Cause: If the buddy system does not have sufficient memory when the operating system allocates memory, the system triggers OOM Killer to free up memory and allocates the freed memory to the buddy system.

Note

The buddy system is a kernel memory management mechanism in Linux that mitigates memory fragmentation and efficiently allocates and frees up memory blocks of different sizes.

Solutions

Perform the following steps based on the scenario to troubleshoot the issue.

A cgroup or parent cgroup does not have sufficient memory

We recommend that you assess the processes that are occupying memory and terminate unnecessary processes to free up memory. If your business requires a large amount of memory and the instance type of your instance does not meet this requirement, you can upgrade to an instance type that has a larger memory size.

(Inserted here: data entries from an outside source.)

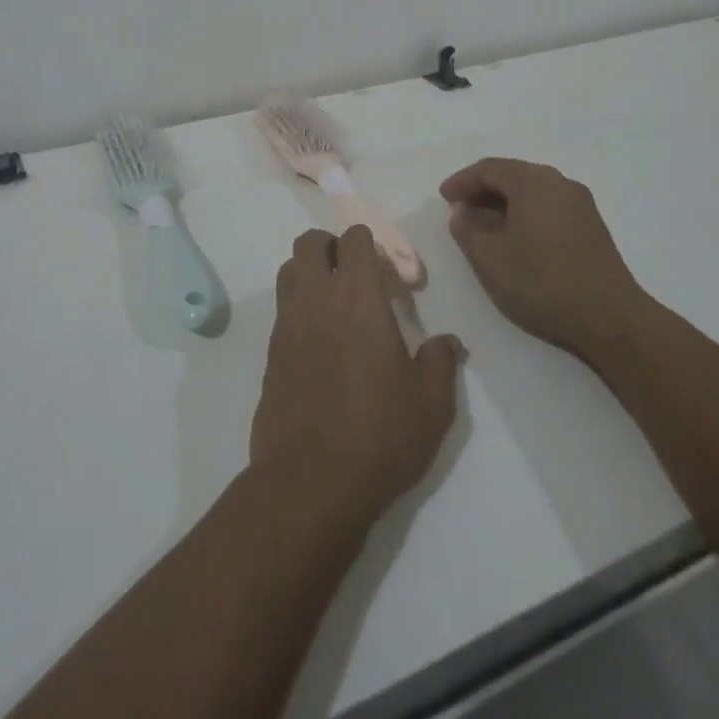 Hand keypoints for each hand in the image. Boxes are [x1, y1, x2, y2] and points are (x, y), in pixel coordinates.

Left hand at [251, 226, 464, 520]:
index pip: (354, 239)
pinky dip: (298, 307)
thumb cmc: (379, 434)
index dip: (371, 245)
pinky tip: (319, 342)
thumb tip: (448, 342)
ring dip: (309, 272)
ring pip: (289, 269)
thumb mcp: (431, 403)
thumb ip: (441, 361)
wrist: (312, 480)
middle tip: (356, 277)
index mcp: (357, 296)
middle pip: (310, 242)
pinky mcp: (270, 351)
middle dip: (332, 247)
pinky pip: (281, 308)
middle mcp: (316, 298)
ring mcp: (287, 323)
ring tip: (334, 303)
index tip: (390, 275)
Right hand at [439, 158, 645, 357]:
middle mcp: (558, 182)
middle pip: (512, 175)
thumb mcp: (489, 258)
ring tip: (483, 226)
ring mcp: (579, 204)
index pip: (488, 168)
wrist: (611, 319)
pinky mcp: (591, 226)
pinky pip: (548, 206)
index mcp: (532, 181)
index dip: (462, 181)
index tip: (443, 199)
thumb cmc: (542, 282)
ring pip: (531, 191)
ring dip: (503, 203)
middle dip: (482, 190)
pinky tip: (515, 238)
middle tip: (460, 210)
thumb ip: (467, 230)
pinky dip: (524, 213)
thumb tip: (463, 213)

  1. Upgrade the instance type of your instance.

    For more information, see Overview of instance configuration changes.

  2. Run the following command to adjust the upper limit of memory for the specified cgroup:

    sudo bash -c 'echo <value> > /sys/fs/cgroup/memory/<cgroup_name>/memory.limit_in_bytes'

    Replace <value> with a new upper limit of memory and <cgroup_name> with the actual cgroup name.

An instance does not have sufficient memory

If an instance does not have sufficient memory, check the following items:

  • Usage of the slab_unreclaimable memory

    cat /proc/meminfo | grep "SUnreclaim"

    The slab_unreclaimable memory is the memory that cannot be reclaimed by the system. When the slab_unreclaimable memory takes up more than 10% of the total memory, the system may have slab memory leaks. For information about how to troubleshoot memory leaks, see What do I do if an instance has a high percentage of slab_unreclaimable memory? If the issue persists, submit a ticket.

  • Usage of the systemd memory

    cat /proc/1/status | grep "RssAnon"

    When OOM Killer is triggered in the kernel, the first process (PID 1) of the system is skipped. In this case, the systemd memory usage does not exceed 200 MB. If exceptions occur, you can update the systemd version.

  • Usage of the Transparent Huge Pages (THP) feature

    If the THP feature is enabled, memory bloat may occur and trigger OOM Killer. You can optimize THP performance. For more information, see How do I use THP to tune performance in Alibaba Cloud Linux?.

A memory node does not have sufficient memory

If OOM Killer is triggered due to insufficient memory of memory nodes, re-configure the value of the cpuset.mems interface to enable cgroups to properly use the memory of the memory nodes.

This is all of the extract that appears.